En cuanto a la mujer, no me sorprendió su aspecto. Permaneció sentada cuando entré y siguió sentada cuando hice ademán de marcharme una hora más tarde. No sé qué prenda ajustadísima llevaría debajo, más allá de la mesa que nos separaba. Sólo le vi aquella chaqueta negra que tanto la delataba y que nunca más le he vuelto a ver. Ignoraba entonces, y lo sigo ignorando ahora, si sería viuda o si lo estaba siendo. Como a toda mujer de su condición le sentaba bien el luto. Un luto de terciopelo fino que inventa más que la necesidad. Mujeres que hasta para un dolor de cabeza precisan de las atenciones de su ginecólogo.

Me fijé en la placa de la puerta y no regateé el precio. Sin duda era la persona que yo andaba buscando. De nada hubiera valido intentar rebajar el coste de sus honorarios. Tampoco iba a permitir que me entrometiese en su rutina laboral.

-Ya sabe que no necesito saber su nombre, utilice un alias si lo desea. Prefiero desconocer la identidad de mis clientes.
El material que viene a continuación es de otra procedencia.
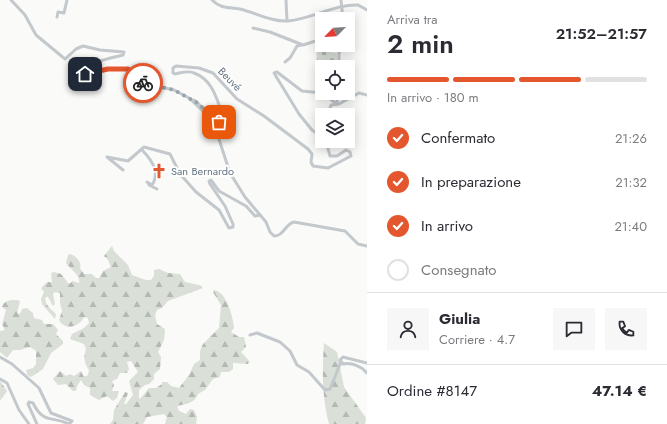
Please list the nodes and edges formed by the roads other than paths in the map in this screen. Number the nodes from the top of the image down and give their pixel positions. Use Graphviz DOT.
graph roads {
  1 [pos="11,0"];
  2 [pos="67,0"];
  3 [pos="212,0"];
  4 [pos="286,0"];
  5 [pos="341,0"];
  6 [pos="359,0"];
  7 [pos="358,5"];
  8 [pos="342,8"];
  9 [pos="367,10"];
  10 [pos="342,12"];
  11 [pos="57,17"];
  12 [pos="287,21"];
  13 [pos="253,28"];
  14 [pos="315,41"];
  15 [pos="302,45"];
  16 [pos="339,53"];
  17 [pos="339,60"];
  18 [pos="285,62"];
  19 [pos="367,95"];
  20 [pos="192,100"];
  21 [pos="337,100"];
  22 [pos="337,104"];
  23 [pos="330,108"];
  24 [pos="315,132"];
  25 [pos="328,148"];
  26 [pos="142,150"];
  27 [pos="123,170"];
  28 [pos="157,189"];
  29 [pos="260,215"];
  30 [pos="367,246"];
  31 [pos="250,335"];
  32 [pos="0,357"];
  33 [pos="341,362"];
  34 [pos="367,364"];
  35 [pos="367,373"];
  36 [pos="0,379"];
  37 [pos="29,424"];
  38 [pos="37,424"];
  1 -- 20 [label="street"];
  2 -- 11 [label="street"];
  3 -- 12 [label="street"];
  4 -- 12 [label="street"];
  5 -- 8 [label="street"];
  6 -- 7 [label="street"];
  7 -- 8 [label="street"];
  7 -- 9 [label="street"];
  8 -- 10 [label="street"];
  8 -- 12 [label="street"];
  13 -- 15 [label="street"];
  14 -- 15 [label="street"];
  15 -- 18 [label="street"];
  16 -- 17 [label="street"];
  19 -- 22 [label="street"];
  20 -- 25 [label="street, Beuvé"];
  20 -- 29 [label="street"];
  21 -- 22 [label="street"];
  22 -- 23 [label="street"];
  22 -- 24 [label="street"];
  26 -- 27 [label="street"];
  26 -- 28 [label="street"];
  26 -- 29 [label="street"];
  29 -- 30 [label="street"];
  31 -- 33 [label="street"];
  32 -- 38 [label="street"];
  33 -- 34 [label="street"];
  33 -- 35 [label="street"];
  36 -- 37 [label="street"];
}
Por favor no se moleste, pero en este oficio es mejor no saber qué clase de gente necesita mi ayuda.

-La comprendo.

La frase salió estúpida, demasiado blanda, como si yo mismo estuviera sintiendo vergüenza por la situación, como si de pronto disminuyera en su presencia, empequeñecido por una condición que todavía me permite alguna osadía de vez en cuando. Noté una sombra en su boca, la huella de una mueca de hastío y de asco. Encendió un cigarrillo y fumó lento.

-¿Usted fuma?

Me temblaron los labios cuando dije que no, que no fumaba, que alguna vez fumé, pero que lo había dejado. Puede que incluso añadiese algún tópico sobre el horror del tabaco y sus efectos sobre la salud. Me aclaré la garganta con una tos que delataba mi ridículo y mi falta de iniciativa.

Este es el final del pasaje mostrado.